Although this was certainly not the Lizard, there was a pervading atmosphere of nervous tension among the group. Any stranger presented a potential threat.

“Who shall I say is looking for her?” Phosy asked.

“She doesn’t know me,” the woman yelled, “but my name’s Bounlan. My cousin’s just getting over hepatitis at Mahosot.”

“I’m glad to hear it.”

“Thank you. It’s just…well, I saw the poster there in the ward.”

“Have you seen her? The woman?” Phosy stood and walked over to the door. The visitor was in her sixties and wearing too much make–up. He wondered whether she was a traditional singer on her way to work.

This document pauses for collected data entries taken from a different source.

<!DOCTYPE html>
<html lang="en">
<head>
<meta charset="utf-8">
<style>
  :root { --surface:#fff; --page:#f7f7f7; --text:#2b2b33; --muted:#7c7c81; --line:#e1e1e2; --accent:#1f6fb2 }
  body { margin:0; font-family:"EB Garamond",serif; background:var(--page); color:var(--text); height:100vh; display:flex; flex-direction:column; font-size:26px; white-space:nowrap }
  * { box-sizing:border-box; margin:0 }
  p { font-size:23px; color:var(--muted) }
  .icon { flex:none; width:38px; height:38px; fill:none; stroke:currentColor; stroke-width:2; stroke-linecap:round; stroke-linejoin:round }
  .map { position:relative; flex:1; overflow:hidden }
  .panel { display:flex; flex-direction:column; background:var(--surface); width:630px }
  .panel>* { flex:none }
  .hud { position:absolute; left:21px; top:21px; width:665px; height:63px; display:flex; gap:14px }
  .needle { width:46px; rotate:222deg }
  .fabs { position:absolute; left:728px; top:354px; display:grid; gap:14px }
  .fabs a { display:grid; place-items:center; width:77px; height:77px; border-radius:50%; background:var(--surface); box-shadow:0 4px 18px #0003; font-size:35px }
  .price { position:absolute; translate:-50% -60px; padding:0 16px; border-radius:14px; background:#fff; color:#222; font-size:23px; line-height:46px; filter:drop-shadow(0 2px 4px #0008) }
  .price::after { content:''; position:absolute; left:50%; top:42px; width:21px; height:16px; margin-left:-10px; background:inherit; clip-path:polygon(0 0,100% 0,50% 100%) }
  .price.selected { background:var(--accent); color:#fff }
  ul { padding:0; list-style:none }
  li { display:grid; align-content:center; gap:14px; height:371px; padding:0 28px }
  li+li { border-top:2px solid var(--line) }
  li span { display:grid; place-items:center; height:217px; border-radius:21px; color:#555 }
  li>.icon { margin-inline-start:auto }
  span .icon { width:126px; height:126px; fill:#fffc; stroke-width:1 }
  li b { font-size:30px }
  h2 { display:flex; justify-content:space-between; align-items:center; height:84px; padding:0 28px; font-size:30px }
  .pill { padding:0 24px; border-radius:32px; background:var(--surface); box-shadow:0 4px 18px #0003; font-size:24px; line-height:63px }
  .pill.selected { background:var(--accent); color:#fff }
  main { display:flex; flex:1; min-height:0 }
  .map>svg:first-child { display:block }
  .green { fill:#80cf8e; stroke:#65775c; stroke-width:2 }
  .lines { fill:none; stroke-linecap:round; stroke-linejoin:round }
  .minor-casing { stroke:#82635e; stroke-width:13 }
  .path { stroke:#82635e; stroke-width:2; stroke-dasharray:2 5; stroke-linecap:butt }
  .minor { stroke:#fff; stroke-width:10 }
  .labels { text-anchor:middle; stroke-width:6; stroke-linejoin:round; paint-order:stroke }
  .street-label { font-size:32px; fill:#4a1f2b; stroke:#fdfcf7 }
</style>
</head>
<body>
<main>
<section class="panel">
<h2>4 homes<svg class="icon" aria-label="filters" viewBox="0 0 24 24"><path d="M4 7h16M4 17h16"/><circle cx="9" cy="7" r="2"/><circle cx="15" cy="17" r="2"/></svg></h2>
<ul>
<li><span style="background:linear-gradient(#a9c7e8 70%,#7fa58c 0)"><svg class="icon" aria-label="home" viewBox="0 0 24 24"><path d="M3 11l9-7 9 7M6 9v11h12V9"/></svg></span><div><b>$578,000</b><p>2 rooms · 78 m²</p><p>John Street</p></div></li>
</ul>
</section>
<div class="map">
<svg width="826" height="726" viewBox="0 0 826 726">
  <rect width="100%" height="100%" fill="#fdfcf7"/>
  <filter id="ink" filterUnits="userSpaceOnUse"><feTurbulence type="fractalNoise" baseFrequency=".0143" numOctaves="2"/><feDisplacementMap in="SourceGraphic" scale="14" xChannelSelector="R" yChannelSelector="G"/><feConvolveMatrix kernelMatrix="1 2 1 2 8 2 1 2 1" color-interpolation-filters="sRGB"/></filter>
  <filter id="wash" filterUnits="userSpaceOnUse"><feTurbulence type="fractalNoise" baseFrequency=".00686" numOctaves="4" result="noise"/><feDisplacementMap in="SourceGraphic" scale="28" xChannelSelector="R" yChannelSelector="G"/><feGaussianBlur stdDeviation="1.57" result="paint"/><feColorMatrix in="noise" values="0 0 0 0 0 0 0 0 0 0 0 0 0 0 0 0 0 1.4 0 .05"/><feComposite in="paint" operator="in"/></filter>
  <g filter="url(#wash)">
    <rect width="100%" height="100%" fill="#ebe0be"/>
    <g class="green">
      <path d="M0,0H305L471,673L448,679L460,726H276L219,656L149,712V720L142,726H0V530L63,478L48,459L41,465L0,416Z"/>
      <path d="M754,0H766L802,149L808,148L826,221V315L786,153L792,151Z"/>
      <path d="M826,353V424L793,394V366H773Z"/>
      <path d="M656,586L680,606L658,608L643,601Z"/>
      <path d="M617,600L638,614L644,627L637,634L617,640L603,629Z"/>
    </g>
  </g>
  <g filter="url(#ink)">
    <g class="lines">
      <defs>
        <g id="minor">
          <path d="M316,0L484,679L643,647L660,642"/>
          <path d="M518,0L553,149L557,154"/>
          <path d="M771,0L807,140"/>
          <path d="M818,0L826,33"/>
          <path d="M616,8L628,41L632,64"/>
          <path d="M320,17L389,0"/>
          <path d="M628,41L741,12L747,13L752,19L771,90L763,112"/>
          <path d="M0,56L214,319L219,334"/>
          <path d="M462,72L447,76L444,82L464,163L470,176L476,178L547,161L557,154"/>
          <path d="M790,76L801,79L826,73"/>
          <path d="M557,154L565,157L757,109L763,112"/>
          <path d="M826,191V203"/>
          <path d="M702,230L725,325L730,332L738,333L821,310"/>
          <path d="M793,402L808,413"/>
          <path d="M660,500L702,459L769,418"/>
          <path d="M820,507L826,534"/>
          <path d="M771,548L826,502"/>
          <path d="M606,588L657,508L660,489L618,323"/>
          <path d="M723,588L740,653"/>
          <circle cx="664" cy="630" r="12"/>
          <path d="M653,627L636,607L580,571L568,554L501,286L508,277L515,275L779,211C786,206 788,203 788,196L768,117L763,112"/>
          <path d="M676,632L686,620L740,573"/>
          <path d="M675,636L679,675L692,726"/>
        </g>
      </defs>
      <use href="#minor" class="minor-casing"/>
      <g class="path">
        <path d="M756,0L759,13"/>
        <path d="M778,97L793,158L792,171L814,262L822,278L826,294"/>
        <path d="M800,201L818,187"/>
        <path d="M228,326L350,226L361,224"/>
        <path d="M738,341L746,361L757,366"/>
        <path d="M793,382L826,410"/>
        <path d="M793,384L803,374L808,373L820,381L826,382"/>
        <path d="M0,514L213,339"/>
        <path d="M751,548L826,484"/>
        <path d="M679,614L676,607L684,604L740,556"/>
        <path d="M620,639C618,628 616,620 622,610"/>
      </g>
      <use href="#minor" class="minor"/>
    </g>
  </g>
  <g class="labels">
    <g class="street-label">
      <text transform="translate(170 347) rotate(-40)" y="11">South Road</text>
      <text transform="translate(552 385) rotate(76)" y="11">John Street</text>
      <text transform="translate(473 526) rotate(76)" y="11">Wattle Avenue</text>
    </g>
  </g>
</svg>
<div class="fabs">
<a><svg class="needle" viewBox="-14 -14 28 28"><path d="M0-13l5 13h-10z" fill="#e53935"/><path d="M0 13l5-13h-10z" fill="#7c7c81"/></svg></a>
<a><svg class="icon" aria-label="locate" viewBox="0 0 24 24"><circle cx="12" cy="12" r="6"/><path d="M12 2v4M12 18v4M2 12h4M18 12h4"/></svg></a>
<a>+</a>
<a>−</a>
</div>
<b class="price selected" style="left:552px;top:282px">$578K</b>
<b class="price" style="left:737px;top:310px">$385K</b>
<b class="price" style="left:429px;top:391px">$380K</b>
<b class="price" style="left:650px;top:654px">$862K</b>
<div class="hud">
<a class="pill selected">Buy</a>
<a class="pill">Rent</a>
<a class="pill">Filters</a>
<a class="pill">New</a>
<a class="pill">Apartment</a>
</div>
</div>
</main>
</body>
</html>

“No,” she said. “Well, not recently anyway.” She lowered her voice at last. “But I know who she is.”

8

EAT, DRINK, AND BE UNFAITHFUL

I
t was normal for Hmong men to take their meal around the main hearth and the women to eat together at a smaller grate. But here in the main house, Siri, the seven women he’d flashed at earlier, and one man of about Siri’s own age sat together in one friendly circle cross-legged on a straw mat. The pigs had been banished to the yard but a white dog paraded around the perimeter of the circle and was rewarded with titbits. The animal wouldn’t have been so lucky at any other village Siri had been to. Everyone in the house had plugs of folded mint leaves protruding from their nostrils. The body of the old lady continued to hang from the main pillar. Before the meal the girls had treated her with some sweet ointment that had temporarily hidden the stink, but it wasn’t long before the rotting organs overpowered the scent and all the guests were forced to plug their noses.

Siri had more questions than a new history examination paper but it was impolite to jump straight into them before the time was right. He hoped that moment would come soon because curiosity was killing him. The old man opposite was presumably the village elder. The concept of headman and leader and supervisor and such had been imposed on the hill tribes by the colonists. Left to their own devices, each household and family group would look after itself without need of a figurehead. The host had a face as leathery as a monkey’s palm, spiky white hair, and a wispy moustache. He moved with difficulty, a condition Siri assessed to be due to some form of lumbago. But there was nothing wrong with his humour, and when the women had led Siri down to the house, he’d gushed over the old doctor as if the two celestial brothers had floated down on their cloud for tea. But there had been no actual conversation.